[Task description] In the records below, find the line that contains "M 1051,16 L 1066,81 L 1009,94 L 994,29 Z" and the line that contains "2 * Math.PI);", then retype exactly those two lines and every line between them.

Records from a data source:
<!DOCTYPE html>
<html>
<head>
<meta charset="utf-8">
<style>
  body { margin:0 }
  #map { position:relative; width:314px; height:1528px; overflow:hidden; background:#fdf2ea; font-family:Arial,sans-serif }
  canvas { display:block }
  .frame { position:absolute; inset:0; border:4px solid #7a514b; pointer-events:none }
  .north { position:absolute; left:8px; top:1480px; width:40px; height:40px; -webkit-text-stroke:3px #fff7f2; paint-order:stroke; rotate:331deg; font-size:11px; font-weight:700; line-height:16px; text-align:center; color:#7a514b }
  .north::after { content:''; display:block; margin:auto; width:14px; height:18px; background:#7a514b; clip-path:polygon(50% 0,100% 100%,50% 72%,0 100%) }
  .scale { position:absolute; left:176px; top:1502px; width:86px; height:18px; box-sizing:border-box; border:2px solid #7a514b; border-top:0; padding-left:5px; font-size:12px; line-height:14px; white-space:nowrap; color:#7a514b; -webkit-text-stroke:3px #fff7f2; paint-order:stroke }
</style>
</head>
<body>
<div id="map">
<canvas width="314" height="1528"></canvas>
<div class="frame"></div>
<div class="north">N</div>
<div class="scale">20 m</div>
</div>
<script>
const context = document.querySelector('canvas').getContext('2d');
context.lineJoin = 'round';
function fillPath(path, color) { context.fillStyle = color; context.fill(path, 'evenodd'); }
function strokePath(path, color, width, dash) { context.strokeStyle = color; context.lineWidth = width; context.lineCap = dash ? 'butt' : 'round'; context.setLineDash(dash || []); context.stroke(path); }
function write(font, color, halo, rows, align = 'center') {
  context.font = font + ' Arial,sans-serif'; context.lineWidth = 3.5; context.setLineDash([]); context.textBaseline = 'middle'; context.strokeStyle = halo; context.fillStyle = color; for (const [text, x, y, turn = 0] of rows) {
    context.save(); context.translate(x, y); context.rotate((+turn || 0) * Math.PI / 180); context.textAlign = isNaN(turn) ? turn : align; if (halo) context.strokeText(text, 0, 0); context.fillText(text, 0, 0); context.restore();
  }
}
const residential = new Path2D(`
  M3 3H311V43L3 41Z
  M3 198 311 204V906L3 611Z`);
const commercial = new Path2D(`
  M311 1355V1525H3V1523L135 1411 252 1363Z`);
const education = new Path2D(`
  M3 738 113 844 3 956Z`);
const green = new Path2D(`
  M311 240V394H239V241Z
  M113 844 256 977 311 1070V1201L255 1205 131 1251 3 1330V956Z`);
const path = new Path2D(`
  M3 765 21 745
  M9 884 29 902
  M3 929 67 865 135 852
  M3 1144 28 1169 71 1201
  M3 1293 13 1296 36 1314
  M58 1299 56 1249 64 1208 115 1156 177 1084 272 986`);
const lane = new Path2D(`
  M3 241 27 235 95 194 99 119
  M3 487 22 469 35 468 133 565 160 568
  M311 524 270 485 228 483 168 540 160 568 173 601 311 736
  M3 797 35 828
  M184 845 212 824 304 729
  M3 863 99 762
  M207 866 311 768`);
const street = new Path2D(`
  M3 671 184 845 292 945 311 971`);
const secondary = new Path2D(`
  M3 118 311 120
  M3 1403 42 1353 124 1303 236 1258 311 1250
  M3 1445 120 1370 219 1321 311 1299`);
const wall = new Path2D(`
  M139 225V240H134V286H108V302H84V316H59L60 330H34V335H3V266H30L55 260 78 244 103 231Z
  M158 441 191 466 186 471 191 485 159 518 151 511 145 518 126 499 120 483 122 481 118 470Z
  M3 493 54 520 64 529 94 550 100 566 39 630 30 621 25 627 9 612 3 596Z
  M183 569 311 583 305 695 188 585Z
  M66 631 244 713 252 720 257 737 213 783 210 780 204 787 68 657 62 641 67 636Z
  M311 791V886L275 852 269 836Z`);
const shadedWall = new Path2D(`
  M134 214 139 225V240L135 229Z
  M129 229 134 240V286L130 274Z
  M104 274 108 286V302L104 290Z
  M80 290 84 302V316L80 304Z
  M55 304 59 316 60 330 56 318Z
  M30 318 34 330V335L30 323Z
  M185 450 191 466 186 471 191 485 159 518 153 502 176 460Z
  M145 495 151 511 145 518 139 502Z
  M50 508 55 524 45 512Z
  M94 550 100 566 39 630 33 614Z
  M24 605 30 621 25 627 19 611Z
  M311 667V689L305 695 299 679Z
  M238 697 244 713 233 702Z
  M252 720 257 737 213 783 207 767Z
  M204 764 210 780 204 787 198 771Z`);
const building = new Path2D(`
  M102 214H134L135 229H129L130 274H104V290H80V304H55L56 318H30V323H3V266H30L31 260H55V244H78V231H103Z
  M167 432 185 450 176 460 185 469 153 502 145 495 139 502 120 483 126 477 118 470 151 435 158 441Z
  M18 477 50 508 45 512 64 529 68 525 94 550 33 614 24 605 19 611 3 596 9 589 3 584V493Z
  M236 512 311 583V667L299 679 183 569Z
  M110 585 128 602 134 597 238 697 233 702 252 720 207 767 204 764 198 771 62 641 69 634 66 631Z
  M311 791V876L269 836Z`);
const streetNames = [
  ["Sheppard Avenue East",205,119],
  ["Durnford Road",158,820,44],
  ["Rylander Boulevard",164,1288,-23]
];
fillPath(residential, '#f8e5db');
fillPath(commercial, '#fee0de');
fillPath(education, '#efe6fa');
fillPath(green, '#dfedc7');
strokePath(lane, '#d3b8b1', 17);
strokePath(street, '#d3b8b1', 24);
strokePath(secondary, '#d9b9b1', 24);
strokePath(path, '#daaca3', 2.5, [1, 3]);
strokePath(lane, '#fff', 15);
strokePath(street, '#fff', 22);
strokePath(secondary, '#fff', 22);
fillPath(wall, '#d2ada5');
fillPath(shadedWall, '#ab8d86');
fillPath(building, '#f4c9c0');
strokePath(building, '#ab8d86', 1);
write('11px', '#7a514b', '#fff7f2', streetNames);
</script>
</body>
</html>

...

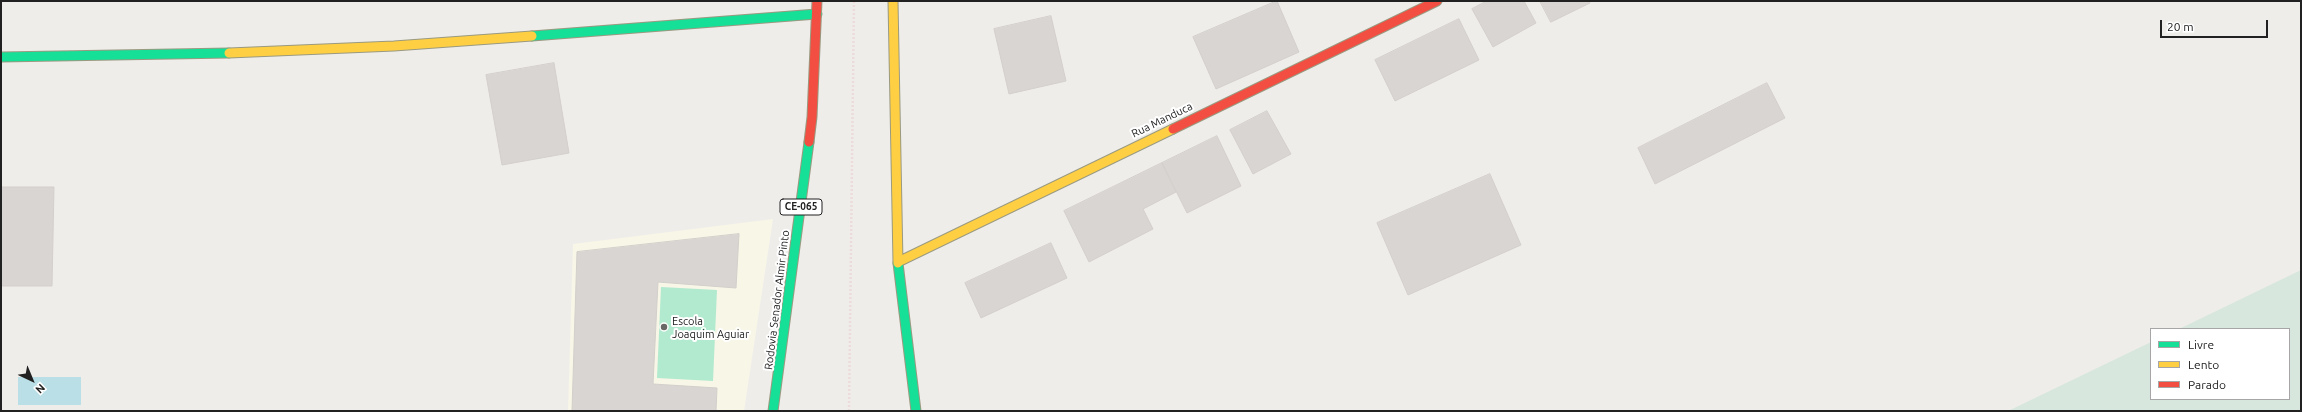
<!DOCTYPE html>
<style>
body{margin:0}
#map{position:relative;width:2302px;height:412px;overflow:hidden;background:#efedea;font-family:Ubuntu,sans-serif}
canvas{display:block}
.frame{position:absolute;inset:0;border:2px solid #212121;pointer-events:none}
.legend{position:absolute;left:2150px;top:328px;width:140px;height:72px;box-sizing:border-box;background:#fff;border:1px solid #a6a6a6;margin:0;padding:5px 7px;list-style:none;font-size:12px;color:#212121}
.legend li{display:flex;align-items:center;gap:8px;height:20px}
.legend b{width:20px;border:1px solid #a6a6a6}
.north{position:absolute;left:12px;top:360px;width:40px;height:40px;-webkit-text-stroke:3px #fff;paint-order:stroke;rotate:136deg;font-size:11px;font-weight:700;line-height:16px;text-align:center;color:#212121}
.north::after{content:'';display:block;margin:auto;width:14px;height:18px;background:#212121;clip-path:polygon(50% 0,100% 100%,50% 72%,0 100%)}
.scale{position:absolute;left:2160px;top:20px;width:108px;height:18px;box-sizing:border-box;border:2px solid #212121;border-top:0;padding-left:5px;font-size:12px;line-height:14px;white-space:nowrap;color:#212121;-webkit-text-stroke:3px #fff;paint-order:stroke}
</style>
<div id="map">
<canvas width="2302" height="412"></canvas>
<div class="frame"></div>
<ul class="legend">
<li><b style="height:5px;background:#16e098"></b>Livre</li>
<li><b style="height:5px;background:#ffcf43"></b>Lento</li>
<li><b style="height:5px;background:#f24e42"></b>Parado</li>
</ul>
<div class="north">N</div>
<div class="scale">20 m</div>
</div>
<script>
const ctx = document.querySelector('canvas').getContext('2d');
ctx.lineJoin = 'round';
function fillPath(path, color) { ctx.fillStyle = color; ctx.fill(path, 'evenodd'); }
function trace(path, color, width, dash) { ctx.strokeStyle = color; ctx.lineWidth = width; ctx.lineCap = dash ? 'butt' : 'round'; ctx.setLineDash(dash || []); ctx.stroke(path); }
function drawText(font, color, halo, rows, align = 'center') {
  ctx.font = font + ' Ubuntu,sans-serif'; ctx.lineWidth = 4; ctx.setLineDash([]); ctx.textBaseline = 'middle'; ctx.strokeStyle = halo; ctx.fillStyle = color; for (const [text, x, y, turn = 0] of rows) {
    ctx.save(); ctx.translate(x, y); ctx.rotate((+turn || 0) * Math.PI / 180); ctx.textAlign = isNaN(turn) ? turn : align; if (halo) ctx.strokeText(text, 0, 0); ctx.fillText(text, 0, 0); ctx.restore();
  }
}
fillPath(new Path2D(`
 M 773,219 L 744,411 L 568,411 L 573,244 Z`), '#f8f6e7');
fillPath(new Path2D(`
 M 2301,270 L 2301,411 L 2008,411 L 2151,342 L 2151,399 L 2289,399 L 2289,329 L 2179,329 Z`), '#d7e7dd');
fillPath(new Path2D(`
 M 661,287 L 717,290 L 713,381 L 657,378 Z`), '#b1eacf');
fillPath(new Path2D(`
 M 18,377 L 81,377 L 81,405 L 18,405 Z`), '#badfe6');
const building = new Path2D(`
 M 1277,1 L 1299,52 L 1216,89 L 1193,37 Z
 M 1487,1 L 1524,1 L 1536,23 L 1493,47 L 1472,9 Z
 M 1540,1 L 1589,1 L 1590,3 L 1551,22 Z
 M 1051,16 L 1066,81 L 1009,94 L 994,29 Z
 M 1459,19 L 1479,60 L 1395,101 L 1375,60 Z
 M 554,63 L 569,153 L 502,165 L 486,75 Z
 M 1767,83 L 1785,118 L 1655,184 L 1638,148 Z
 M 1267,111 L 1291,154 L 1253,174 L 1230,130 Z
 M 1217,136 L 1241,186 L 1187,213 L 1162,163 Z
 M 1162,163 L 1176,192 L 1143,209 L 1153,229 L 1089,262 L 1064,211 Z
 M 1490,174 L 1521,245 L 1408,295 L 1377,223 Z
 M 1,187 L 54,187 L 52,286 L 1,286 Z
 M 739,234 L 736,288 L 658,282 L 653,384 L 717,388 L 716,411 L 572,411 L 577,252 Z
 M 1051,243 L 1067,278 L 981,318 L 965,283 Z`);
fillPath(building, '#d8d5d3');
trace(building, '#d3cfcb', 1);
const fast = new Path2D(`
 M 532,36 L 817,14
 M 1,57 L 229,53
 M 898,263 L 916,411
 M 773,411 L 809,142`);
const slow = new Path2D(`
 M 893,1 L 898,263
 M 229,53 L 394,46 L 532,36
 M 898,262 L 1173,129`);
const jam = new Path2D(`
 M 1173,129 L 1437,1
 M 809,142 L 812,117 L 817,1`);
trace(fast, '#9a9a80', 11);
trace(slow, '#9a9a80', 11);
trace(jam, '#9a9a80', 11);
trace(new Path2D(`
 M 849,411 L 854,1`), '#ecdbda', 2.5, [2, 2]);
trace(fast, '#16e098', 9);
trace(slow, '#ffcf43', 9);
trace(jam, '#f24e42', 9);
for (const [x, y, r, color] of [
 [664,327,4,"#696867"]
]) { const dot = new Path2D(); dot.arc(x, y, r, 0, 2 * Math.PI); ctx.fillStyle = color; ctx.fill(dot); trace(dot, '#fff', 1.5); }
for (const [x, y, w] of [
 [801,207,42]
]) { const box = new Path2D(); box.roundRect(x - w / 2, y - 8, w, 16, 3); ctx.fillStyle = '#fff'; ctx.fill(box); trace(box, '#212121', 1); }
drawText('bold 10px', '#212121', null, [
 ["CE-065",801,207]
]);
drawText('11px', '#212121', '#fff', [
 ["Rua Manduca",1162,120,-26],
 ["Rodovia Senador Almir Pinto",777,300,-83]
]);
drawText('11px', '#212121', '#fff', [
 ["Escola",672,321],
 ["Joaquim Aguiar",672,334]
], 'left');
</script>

[Exercise response]
 M 1051,16 L 1066,81 L 1009,94 L 994,29 Z
 M 1459,19 L 1479,60 L 1395,101 L 1375,60 Z
 M 554,63 L 569,153 L 502,165 L 486,75 Z
 M 1767,83 L 1785,118 L 1655,184 L 1638,148 Z
 M 1267,111 L 1291,154 L 1253,174 L 1230,130 Z
 M 1217,136 L 1241,186 L 1187,213 L 1162,163 Z
 M 1162,163 L 1176,192 L 1143,209 L 1153,229 L 1089,262 L 1064,211 Z
 M 1490,174 L 1521,245 L 1408,295 L 1377,223 Z
 M 1,187 L 54,187 L 52,286 L 1,286 Z
 M 739,234 L 736,288 L 658,282 L 653,384 L 717,388 L 716,411 L 572,411 L 577,252 Z
 M 1051,243 L 1067,278 L 981,318 L 965,283 Z`);
fillPath(building, '#d8d5d3');
trace(building, '#d3cfcb', 1);
const fast = new Path2D(`
 M 532,36 L 817,14
 M 1,57 L 229,53
 M 898,263 L 916,411
 M 773,411 L 809,142`);
const slow = new Path2D(`
 M 893,1 L 898,263
 M 229,53 L 394,46 L 532,36
 M 898,262 L 1173,129`);
const jam = new Path2D(`
 M 1173,129 L 1437,1
 M 809,142 L 812,117 L 817,1`);
trace(fast, '#9a9a80', 11);
trace(slow, '#9a9a80', 11);
trace(jam, '#9a9a80', 11);
trace(new Path2D(`
 M 849,411 L 854,1`), '#ecdbda', 2.5, [2, 2]);
trace(fast, '#16e098', 9);
trace(slow, '#ffcf43', 9);
trace(jam, '#f24e42', 9);
for (const [x, y, r, color] of [
 [664,327,4,"#696867"]
]) { const dot = new Path2D(); dot.arc(x, y, r, 0, 2 * Math.PI); ctx.fillStyle = color; ctx.fill(dot); trace(dot, '#fff', 1.5); }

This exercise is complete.